Eccelle perchè è Inzaghi con la fisicità di Vieri e la velocità di Weah.


----------



## Davidoff (24 Gennaio 2020)

Zosimo2410 ha scritto:


> Eccelle perchè è Inzaghi con la fisicità di Vieri e la velocità di Weah.



Guarda, anche io credevo che con il suo metro e 90 fosse un tipo di giocatore alla Vieri, ma nel 90% delle reti che ho visto sfrutta ottimi movimenti e fiuto del gol. Vieri andava via di prepotenza a 3 difensori, questo non l'ho mai visto fare niente di simile. Anche come velocità non è niente di così eccezionale mi sembra. 

Poi oh, da noi sarebbe il Messia, intendiamoci.


----------



## Andris (24 Gennaio 2020)

non ho visto la partita ovviamente,ma leggo che ha segnato una doppietta.
5 goal in 2 partite


----------



## RickyB83 (24 Gennaio 2020)

Andris ha scritto:


> non ho visto la partita ovviamente,ma leggo che ha segnato una doppietta.
> 5 goal in 2 partite



Pazzesco, in meno di 180 minuti soprattutto!


----------



## Z A Z A' (24 Gennaio 2020)

RickyB83 ha scritto:


> Pazzesco, in meno di 180 minuti soprattutto!

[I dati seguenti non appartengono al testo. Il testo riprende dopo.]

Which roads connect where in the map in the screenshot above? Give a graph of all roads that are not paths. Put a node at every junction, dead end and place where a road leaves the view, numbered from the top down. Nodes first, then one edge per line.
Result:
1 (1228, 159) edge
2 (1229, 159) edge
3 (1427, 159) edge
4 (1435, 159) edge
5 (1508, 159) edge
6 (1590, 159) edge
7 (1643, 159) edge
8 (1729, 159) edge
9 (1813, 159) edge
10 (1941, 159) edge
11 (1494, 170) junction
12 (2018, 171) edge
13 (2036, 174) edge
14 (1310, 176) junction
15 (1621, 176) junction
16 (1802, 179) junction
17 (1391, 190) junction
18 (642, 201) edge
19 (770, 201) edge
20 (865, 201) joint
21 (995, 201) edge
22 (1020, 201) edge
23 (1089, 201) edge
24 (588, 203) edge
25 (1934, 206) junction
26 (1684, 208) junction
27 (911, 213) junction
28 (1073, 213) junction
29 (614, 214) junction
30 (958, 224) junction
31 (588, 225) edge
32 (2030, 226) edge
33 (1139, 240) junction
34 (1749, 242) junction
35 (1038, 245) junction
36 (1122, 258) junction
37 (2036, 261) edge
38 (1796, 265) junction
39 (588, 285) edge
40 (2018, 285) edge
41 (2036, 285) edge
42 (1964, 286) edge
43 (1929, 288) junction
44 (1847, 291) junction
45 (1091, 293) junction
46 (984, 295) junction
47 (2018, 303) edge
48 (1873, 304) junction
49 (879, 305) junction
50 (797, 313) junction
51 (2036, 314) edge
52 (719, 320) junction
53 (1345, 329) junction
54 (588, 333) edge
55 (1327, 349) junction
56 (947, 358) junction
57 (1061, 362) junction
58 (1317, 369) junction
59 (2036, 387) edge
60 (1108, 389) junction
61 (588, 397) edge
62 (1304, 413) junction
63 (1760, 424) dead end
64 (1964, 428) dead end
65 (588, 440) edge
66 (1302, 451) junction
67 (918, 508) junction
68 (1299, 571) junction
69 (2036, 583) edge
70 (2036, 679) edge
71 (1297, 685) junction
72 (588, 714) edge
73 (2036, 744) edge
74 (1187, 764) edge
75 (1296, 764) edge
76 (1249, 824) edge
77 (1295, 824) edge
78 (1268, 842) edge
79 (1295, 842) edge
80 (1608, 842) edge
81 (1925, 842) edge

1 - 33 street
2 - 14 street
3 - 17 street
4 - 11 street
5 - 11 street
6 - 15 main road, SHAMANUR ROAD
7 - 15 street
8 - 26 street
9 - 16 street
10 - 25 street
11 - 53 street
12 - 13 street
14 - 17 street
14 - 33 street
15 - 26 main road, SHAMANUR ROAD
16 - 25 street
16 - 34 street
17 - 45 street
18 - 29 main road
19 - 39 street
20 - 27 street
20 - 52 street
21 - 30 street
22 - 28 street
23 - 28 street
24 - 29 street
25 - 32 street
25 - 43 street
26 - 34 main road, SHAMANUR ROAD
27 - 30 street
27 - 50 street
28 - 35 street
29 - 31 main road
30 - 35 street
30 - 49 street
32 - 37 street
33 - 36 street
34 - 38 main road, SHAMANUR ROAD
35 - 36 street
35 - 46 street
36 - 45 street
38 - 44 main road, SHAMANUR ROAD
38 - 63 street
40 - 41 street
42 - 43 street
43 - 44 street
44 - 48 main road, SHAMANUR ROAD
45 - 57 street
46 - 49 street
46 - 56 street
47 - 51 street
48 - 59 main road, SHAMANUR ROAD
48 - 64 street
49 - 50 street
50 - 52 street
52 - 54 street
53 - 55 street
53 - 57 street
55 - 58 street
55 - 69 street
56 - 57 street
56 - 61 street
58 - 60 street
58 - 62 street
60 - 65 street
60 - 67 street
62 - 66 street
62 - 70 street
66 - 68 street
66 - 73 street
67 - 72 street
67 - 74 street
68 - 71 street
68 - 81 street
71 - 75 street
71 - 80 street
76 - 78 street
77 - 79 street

In meno di *sessanta minuti*, in realtà. Un gol ogni 12 (DODICI) minuti


----------



## Milanforever26 (28 Gennaio 2020)

Impatto con la Bundesliga impressionante..ricordo solo un giovane impattare in modo così impressionante col calcio top ed era un certo Pato..


----------



## Andris (1 Febbraio 2020)

doppietta pure oggi pomeriggio


----------



## LukeLike (18 Febbraio 2020)

Menomale che la Rube ha preso Kulusekku... questo è troppo troppo forte...


----------



## numero 3 (18 Febbraio 2020)

Ricorda un po' Adriano...cmq fenomeno.


----------



## Freddiedevil (18 Febbraio 2020)

Il secondo gol col PSG fa capire perché sto ragazzo sia anormale. Pur essendo scoordinato calcia col mancino dritto per dritto con una forza assurda e Navas neanche la vede.
Ma attualmente non é mica ai livelli del pippetta Higuain


----------



## Guglielmo90 (18 Febbraio 2020)

Ma che roba è questo qui? Non sembra umano. Ha 19 anni...


----------



## Andreas89 (18 Febbraio 2020)

Il secondo gol è strapotere puro. C’è poco da aspettare e valutare. È un mostro.


----------



## Guglielmo90 (19 Febbraio 2020)

Oltre ai gol ieri ho visto un'azione dove rinvia di testa su calcio d'angolo in difesa. Lui torna di corsa verso la porta avversaria ma pare che sia accelerato rispetto ai compagni, una roba assurda, soprattutto per la sua altezza. Questo non è umano.


----------



## Albijol (19 Febbraio 2020)

Godo per Paratici che era ad un passo dal prenderlo


----------



## diavoloINme (19 Febbraio 2020)

Guglielmo90 ha scritto:


> Oltre ai gol ieri ho visto un'azione dove rinvia di testa su calcio d'angolo in difesa. Lui torna di corsa verso la porta avversaria ma pare che sia accelerato rispetto ai compagni, una roba assurda, soprattutto per la sua altezza. Questo non è umano.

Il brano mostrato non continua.